Consider the denominator: . $2\cos x + \sin x$

. . Multiply by $\tfrac{\sqrt{5}}{\sqrt{5}}\!:\quad \tfrac{\sqrt{5}}{\sqrt{5}}(2\cos x + \sin x) \;=\;\sqrt{5}\left(\tfrac{2}{\sqrt{5}}\cos x + \tfrac{1}{\sqrt{5}}\sin x\right)$

. . Let $\theta$ be an angle sucn that: . $\sin\theta = \tfrac{2}{\sqrt{5}},\;\cos\theta = \tfrac{1}{\sqrt{5}}$

. . Then we have: . $\sqrt{5}\left(\sin\theta\cos x + \cos\theta\sin x\right) \;=\;\sqrt{5}\sin(x + \theta)$

Hence, [1] becomes: . $\frac{2}{\sqrt{5}\sin(x + \theta)} \;=\;\frac{2}{\sqrt{5}}\csc(x + \theta)$

Therefore: . $\frac{2\sec x}{2 + \tan x} \;=\;\frac{2}{\sqrt{5}}\csc\bigg[x + \arccos\left(\tfrac{1}{\sqrt{5}}\right)\bigg]$

• Jun 22nd 2009, 06:08 AM
bobred
Now I see.

I had have been given some answers similar but none that have shown how they have arrived at the answer, Thanks
• Jun 22nd 2009, 06:24 AM
bobred
Just one more thing, why multipy by $\sqrt{5}$ and not something else?
• Jun 22nd 2009, 06:49 AM
yeongil
Quote:

Originally Posted by bobred
Just one more thing, why multipy by $\sqrt{5}$ and not something else?

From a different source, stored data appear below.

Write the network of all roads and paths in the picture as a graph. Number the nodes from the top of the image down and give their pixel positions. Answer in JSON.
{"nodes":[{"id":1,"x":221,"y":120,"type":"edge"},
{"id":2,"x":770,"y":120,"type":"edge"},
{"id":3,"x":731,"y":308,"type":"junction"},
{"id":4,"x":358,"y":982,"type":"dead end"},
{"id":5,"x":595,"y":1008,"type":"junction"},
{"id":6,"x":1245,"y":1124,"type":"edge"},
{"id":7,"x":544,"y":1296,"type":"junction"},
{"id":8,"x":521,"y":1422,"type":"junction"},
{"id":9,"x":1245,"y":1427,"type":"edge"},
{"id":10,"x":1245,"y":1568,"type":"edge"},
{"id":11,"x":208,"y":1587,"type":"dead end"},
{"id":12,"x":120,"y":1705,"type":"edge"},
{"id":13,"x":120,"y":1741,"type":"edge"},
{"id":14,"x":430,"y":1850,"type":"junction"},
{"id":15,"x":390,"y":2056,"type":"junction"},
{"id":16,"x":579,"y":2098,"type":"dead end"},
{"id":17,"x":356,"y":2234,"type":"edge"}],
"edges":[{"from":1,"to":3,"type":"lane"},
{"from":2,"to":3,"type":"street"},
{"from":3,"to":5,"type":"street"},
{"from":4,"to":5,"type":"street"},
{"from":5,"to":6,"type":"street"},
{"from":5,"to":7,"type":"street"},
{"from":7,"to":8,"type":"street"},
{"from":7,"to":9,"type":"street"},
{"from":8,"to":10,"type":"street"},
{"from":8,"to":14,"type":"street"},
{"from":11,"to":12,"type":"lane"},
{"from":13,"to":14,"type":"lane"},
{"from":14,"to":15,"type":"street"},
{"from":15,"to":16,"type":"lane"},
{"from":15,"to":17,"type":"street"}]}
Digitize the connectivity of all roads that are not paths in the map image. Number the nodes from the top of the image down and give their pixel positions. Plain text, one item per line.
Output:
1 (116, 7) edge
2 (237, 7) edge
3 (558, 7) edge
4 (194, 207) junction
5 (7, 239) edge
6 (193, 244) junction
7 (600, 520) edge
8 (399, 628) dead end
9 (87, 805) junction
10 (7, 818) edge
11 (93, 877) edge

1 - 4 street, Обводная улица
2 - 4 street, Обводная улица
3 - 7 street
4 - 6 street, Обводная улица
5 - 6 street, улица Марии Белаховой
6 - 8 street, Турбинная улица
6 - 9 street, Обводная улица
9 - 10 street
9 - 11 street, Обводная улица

Recall what Soroban wrote:
Quote:

Let $\theta$ be an angle such that: . $\sin\theta = \tfrac{2}{\sqrt{5}},\;\cos\theta = \tfrac{1}{\sqrt{5}}$
You have a right triangle with angle $\theta$ where the opposite side is 2 and the adjacent side is 1. By the Pythagorean Theorem, the hypotenuse has to be $\sqrt{2^1 + 1^2} = \sqrt{5}$.

01
• Jun 22nd 2009, 06:58 AM
bobred
Thanks.

Thought it would be something obvious.